Aujourd’hui, 49 millions de tonnes (Mt) de CO2 sont captées et stockées dans le monde. En 2050, ce chiffre devra être multiplié par plus de 100 pour atteindre le zéro émission nette espéré par l’Agence internationale de l’énergie (AIE) et ses quelque 6 gigatonnes (Gt) de CO2 captées et stockées annuellement à cette échéance. Autant dire que le challenge est immense. 

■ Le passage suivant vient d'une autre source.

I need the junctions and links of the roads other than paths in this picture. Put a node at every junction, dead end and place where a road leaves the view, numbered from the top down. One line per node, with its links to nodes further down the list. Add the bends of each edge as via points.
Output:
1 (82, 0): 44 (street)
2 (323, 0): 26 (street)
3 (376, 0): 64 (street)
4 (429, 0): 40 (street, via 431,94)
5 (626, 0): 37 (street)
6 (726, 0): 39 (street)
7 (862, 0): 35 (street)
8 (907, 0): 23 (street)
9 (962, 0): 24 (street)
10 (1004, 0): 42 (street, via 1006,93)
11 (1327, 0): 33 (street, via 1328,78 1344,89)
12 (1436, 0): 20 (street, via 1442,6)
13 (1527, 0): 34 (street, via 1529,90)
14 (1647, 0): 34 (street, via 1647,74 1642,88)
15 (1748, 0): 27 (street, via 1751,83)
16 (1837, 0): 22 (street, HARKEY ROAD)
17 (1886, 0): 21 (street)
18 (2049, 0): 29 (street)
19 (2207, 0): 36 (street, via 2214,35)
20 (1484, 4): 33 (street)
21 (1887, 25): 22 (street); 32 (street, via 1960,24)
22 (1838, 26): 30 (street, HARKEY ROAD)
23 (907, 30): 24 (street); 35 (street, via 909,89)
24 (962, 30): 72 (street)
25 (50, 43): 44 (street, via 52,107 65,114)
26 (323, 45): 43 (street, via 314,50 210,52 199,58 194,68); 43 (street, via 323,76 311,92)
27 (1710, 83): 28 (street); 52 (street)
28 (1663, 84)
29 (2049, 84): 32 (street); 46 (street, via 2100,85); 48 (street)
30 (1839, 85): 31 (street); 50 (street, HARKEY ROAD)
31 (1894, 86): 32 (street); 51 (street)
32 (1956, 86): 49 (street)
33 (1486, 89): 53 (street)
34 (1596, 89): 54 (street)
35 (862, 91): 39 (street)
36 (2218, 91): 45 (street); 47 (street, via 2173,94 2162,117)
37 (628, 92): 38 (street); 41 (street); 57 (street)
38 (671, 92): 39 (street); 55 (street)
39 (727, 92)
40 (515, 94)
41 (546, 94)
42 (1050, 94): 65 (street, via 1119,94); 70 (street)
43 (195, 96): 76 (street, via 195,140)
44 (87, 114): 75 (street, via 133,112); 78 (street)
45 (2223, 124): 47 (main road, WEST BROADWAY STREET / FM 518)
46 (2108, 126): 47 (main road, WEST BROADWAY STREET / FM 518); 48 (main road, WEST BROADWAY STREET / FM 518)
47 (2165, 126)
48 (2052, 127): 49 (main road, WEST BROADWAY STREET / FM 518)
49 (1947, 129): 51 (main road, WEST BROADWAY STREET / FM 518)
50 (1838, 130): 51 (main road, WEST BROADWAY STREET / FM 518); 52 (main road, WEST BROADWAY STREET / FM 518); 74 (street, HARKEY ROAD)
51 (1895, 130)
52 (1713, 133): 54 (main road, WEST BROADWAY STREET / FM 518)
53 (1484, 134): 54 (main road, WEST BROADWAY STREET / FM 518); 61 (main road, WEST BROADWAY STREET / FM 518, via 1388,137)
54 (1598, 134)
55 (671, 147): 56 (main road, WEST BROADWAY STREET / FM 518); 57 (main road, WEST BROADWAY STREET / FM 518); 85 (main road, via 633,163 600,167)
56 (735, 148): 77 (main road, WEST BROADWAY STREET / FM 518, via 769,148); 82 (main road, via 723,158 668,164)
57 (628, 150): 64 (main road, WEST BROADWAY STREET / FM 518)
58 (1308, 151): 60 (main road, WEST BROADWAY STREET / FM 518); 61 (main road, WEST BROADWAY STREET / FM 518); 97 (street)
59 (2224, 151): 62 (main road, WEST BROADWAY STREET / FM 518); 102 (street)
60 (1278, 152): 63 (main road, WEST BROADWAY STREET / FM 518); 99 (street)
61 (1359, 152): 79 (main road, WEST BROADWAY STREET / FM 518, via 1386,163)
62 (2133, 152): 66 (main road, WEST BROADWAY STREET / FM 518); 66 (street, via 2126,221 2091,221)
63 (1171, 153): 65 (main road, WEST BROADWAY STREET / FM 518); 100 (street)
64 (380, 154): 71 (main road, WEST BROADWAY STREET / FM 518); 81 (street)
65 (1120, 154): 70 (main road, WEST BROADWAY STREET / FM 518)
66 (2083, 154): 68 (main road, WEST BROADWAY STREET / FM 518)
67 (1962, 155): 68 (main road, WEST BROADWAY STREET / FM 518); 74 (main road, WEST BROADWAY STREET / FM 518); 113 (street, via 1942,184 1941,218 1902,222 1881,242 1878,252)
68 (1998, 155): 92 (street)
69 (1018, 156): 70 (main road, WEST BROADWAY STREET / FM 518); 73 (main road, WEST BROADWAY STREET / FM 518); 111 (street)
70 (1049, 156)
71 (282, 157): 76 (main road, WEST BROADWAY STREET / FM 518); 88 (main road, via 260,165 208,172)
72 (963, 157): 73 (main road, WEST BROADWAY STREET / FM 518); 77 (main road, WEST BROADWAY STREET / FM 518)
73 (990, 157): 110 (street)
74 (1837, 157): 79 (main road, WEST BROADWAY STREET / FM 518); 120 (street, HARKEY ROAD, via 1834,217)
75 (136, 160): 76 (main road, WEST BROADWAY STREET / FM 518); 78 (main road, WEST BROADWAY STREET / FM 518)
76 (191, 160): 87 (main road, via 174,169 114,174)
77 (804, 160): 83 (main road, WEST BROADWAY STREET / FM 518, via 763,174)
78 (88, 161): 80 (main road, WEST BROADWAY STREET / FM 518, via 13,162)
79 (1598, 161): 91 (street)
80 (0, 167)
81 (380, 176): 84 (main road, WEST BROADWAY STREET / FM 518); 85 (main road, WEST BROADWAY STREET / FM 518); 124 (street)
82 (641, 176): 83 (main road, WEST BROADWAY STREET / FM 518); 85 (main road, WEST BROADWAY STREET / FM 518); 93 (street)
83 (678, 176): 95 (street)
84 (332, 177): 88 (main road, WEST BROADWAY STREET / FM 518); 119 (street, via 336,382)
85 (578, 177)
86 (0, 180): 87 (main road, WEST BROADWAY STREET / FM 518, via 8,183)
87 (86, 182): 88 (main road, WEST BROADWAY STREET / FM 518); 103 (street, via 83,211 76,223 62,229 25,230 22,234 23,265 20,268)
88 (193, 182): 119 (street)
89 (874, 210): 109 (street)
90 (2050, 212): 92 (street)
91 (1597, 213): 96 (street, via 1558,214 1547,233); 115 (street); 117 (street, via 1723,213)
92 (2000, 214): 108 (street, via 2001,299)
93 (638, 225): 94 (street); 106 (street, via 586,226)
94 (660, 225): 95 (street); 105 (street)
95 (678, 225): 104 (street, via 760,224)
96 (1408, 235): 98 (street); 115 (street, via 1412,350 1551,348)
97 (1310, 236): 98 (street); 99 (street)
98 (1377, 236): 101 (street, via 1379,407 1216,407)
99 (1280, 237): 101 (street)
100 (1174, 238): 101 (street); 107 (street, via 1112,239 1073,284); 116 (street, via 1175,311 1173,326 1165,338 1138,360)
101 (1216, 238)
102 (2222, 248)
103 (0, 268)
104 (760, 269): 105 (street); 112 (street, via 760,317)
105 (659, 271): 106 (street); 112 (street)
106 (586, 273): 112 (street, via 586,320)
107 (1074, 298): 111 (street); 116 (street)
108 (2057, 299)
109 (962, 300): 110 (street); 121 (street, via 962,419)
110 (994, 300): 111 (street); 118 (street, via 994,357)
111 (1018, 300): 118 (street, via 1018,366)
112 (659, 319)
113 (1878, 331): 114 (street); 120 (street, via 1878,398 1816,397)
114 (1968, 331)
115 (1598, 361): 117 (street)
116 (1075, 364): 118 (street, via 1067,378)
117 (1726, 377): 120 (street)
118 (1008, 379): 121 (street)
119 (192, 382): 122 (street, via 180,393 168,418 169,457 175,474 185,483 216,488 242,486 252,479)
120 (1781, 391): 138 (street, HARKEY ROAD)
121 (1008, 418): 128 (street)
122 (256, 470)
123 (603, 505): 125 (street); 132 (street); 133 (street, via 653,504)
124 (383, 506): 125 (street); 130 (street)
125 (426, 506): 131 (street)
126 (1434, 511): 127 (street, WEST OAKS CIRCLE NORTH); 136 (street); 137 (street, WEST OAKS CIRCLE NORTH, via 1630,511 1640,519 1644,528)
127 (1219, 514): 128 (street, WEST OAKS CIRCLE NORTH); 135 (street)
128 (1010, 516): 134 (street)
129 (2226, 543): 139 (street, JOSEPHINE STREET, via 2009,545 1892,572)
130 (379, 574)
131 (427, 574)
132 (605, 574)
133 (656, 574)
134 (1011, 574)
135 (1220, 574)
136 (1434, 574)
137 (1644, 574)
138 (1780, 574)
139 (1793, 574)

Néanmoins, « depuis deux ans, les choses se sont accélérées, et aujourd’hui, tout un tas d’initiatives se mettent en place pour développer la chaîne entière, c’est une grande avancée », constate Florence Delprat-Jannaud, la présidente du Club CO2, qui rassemble les acteurs de la recherche et de l’industrie du secteur. Un avis partagé par les auteurs du rapport de la Commission de régulation énergétique (CRE), publié en septembre et dédié au captage et à la chaîne de valeur du dioxyde de carbone. « Dans le cadre de la transition énergétique, la filière du CCUS [captage, utilisation et stockage du carbone, ndlr] connaît un regain d’intérêt », soulignent-ils. Cela serait dû à un « changement de paradigme [qui] s’est opéré ces dernières années, principalement lié aux enjeux de la décarbonation de l’industrie qui sont devenus plus pressants compte tenu des objectifs de neutralité carbone à l’horizon 2050 ».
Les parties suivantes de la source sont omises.